(Recorded data)
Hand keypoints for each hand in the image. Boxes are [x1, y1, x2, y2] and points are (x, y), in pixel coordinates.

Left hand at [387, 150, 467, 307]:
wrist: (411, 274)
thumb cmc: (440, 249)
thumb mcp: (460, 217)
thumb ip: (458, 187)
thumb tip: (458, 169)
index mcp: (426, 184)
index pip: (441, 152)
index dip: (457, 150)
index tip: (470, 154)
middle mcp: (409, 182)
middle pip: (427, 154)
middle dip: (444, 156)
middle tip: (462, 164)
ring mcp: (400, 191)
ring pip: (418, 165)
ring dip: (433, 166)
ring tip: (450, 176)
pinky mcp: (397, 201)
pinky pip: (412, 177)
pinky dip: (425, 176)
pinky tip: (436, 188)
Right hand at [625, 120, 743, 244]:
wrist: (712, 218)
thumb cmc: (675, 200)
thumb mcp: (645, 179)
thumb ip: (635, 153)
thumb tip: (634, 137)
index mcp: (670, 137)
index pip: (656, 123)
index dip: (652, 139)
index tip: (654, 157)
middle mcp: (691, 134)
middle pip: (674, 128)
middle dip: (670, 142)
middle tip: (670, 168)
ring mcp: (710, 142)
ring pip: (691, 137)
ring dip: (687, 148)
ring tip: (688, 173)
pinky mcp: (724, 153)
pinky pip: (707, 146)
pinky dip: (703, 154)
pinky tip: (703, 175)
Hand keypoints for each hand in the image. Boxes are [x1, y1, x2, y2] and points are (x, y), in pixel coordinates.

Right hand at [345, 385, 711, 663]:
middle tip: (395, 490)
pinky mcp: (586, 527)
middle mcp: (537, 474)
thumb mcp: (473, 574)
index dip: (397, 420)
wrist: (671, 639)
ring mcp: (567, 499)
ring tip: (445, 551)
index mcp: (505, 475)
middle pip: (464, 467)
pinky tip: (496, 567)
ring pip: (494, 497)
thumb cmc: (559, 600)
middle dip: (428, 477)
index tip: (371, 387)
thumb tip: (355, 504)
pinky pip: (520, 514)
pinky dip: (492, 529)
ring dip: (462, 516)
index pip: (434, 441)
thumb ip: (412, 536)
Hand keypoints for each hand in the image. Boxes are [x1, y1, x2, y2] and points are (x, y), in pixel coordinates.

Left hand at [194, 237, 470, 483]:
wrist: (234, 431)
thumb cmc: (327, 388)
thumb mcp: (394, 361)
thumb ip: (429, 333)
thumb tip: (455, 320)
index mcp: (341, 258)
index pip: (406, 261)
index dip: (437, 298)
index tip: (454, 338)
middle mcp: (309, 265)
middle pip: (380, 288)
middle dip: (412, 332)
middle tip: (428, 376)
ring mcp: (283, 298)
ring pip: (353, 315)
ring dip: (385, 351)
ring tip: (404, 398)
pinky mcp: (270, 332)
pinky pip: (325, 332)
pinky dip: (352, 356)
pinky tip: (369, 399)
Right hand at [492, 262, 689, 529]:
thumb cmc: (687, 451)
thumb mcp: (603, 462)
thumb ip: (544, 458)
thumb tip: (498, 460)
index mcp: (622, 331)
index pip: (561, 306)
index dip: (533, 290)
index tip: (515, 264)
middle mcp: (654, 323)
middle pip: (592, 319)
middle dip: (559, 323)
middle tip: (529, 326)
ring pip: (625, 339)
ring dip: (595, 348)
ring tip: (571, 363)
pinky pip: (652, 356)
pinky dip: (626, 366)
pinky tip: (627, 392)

==

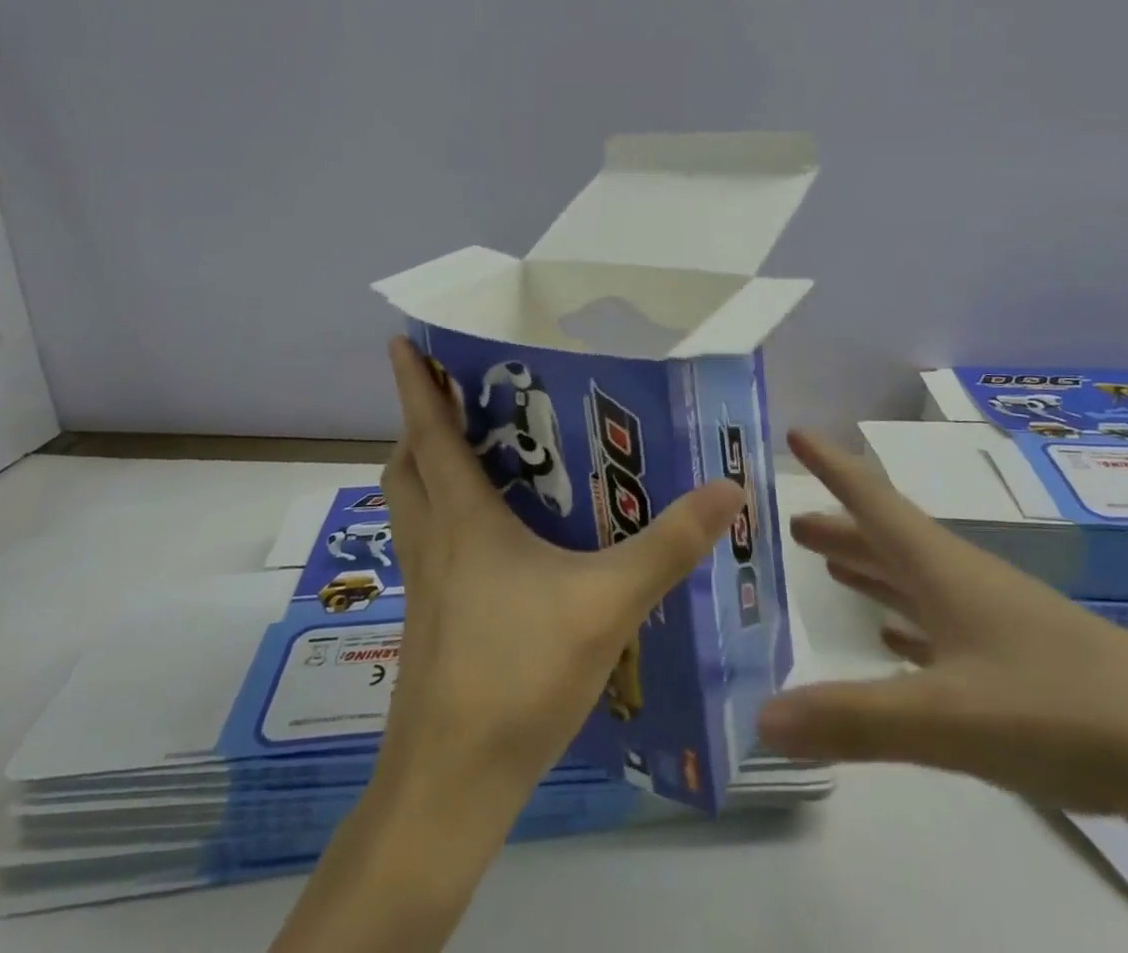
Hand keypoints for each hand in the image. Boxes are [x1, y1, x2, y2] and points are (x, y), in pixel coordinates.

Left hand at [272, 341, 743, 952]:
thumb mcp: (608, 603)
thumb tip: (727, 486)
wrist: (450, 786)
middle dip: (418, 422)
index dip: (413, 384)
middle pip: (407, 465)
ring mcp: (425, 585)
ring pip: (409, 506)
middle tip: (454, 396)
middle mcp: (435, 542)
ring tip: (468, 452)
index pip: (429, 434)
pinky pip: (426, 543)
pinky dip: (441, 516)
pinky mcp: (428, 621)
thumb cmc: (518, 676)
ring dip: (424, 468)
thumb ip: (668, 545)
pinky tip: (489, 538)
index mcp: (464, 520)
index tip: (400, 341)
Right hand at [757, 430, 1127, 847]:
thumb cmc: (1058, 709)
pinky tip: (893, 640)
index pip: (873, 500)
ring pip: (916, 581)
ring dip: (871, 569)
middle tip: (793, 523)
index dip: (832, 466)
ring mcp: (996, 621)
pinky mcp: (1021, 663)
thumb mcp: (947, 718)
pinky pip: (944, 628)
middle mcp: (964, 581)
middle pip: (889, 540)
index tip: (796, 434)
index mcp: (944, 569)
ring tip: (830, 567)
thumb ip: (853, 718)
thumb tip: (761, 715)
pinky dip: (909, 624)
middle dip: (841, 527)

==

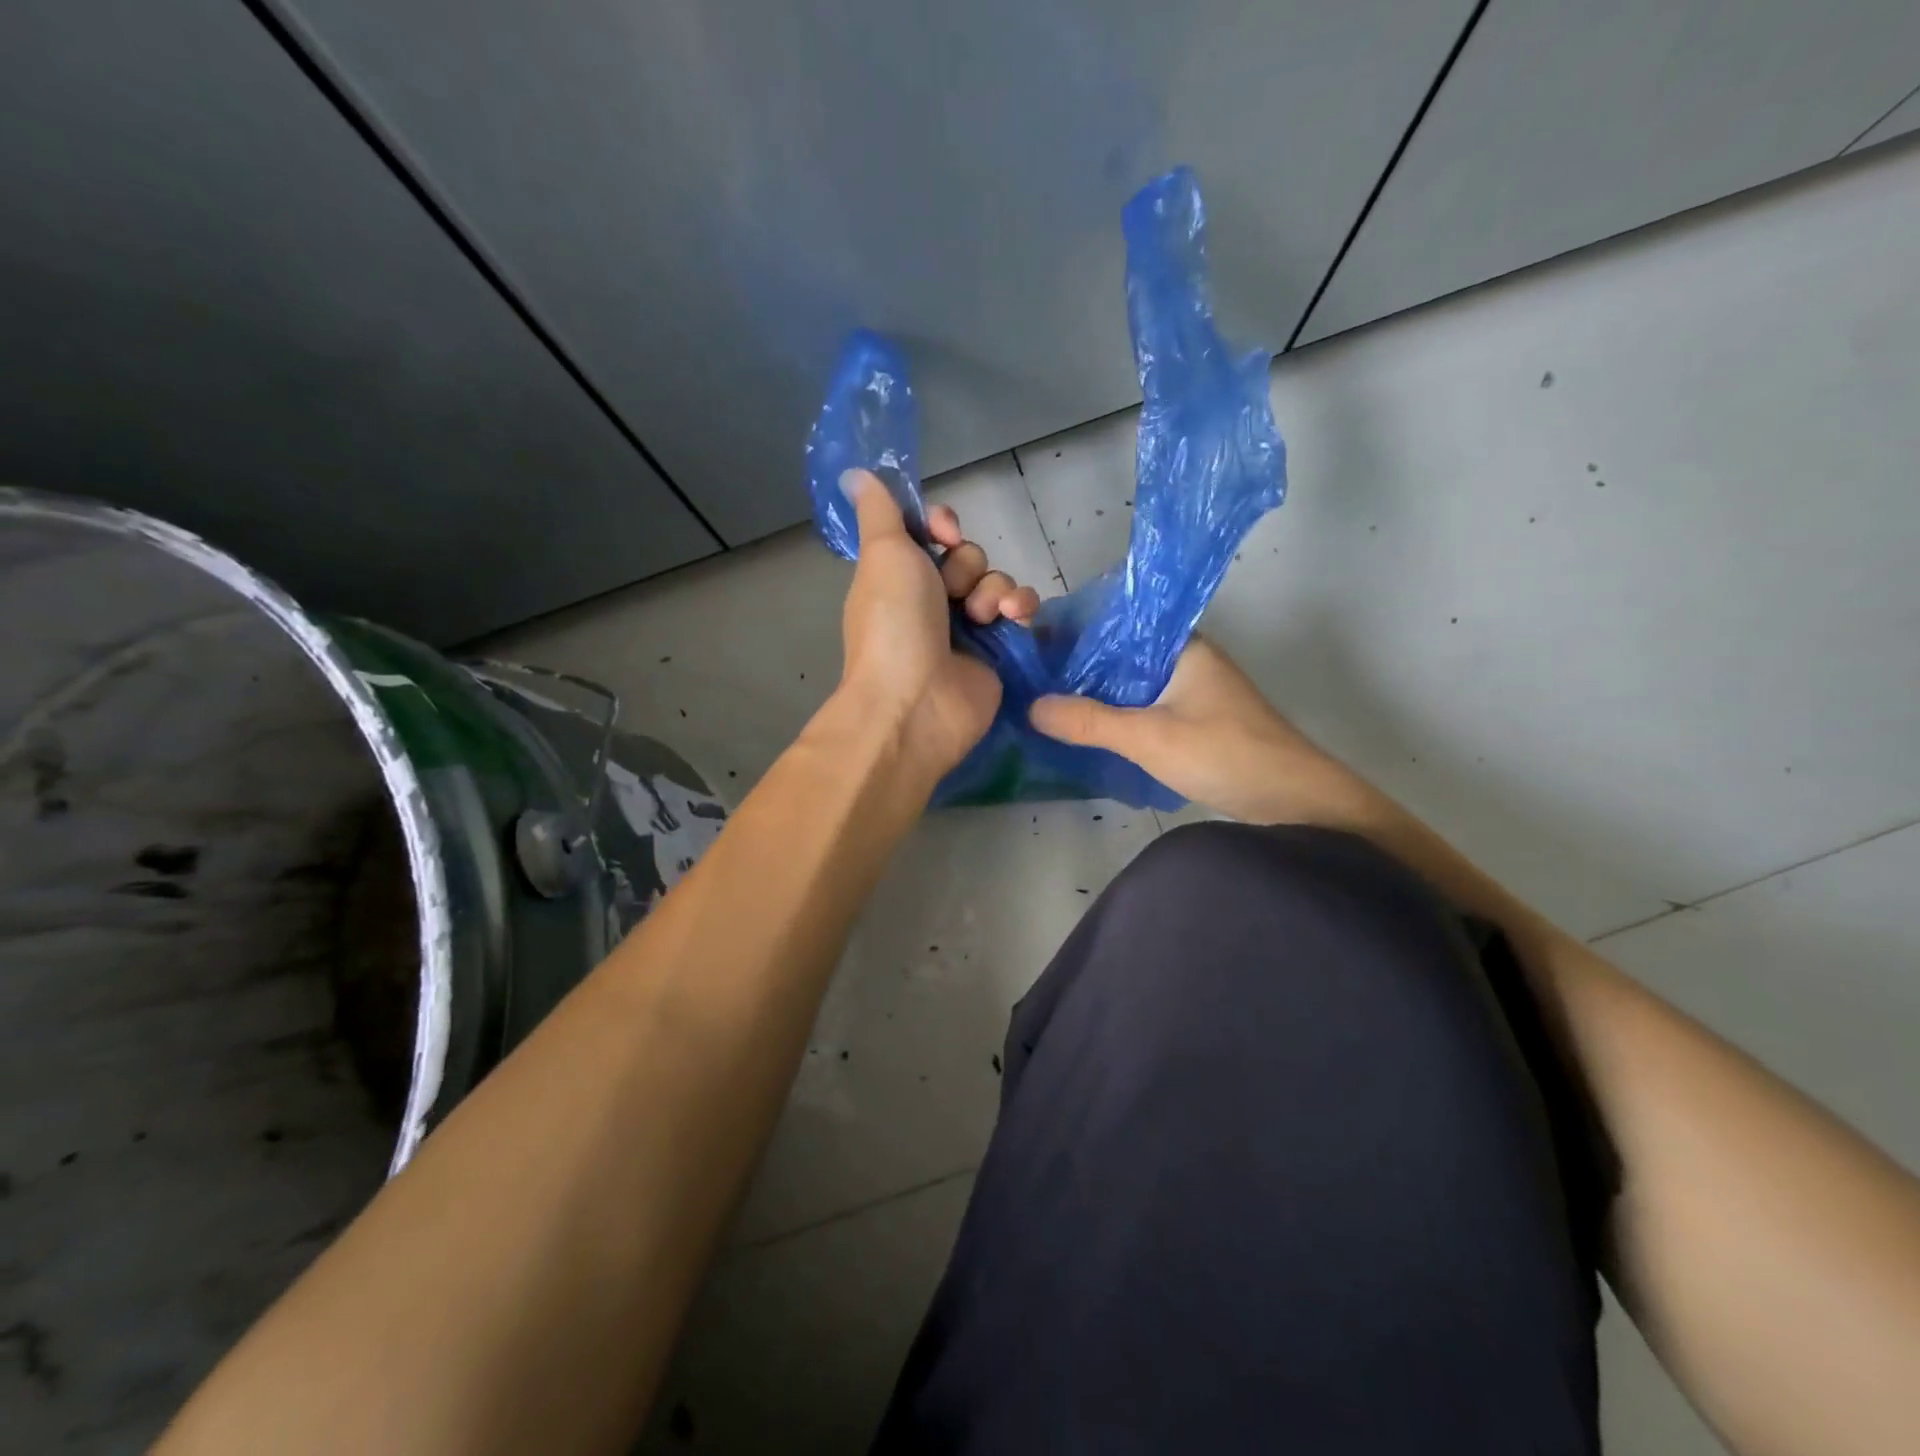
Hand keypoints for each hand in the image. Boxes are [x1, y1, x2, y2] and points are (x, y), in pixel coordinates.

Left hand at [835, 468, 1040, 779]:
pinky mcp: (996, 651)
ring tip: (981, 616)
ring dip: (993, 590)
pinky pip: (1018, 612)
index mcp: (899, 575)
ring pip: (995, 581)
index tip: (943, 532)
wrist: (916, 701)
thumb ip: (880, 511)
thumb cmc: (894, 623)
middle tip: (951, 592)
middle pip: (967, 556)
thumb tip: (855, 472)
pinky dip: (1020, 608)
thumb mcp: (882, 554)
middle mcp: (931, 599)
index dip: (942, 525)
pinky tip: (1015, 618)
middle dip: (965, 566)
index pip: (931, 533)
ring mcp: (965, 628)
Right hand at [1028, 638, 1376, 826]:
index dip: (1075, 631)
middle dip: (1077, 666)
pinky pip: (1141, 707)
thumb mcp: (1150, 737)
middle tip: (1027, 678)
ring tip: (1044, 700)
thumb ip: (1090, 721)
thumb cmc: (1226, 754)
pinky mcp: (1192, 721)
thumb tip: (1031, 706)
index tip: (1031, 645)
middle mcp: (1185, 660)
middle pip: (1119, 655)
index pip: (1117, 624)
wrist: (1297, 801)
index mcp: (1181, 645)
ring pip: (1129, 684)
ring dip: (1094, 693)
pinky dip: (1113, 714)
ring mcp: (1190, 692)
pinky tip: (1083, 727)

_ABOUT THIS EXERCISE_
Copy word for word the stretch of entries above from the line that has "middle pip: (407, 465)" through the line that has "middle dip: (841, 527)", both ends included, and nothing outside it.

_WRITTEN ANSWER_
middle pip: (407, 465)
ring mcp: (425, 585)
ring pip: (409, 506)
middle tip: (454, 396)
middle mcp: (435, 542)
ring tip: (468, 452)
index pip: (429, 434)
pinky pip: (426, 543)
pinky dip: (441, 516)
pinky mcp: (428, 621)
thumb cmc: (518, 676)
ring dip: (424, 468)
thumb ip: (668, 545)
pinky tip: (489, 538)
index mcp: (464, 520)
index tip: (400, 341)
Right hand at [757, 430, 1127, 847]:
thumb cmc: (1058, 709)
pinky tip: (893, 640)
index pip: (873, 500)
ring pip: (916, 581)
ring dip: (871, 569)
middle tip: (793, 523)
index dip: (832, 466)
ring mcp: (996, 621)
pinky mcp: (1021, 663)
thumb mcp: (947, 718)
pinky pip: (944, 628)
middle mcp: (964, 581)
middle pip: (889, 540)
index tip: (796, 434)
index mcp: (944, 569)
ring tip: (830, 567)
thumb ip: (853, 718)
thumb tip: (761, 715)
pinky dip: (909, 624)
middle dip: (841, 527)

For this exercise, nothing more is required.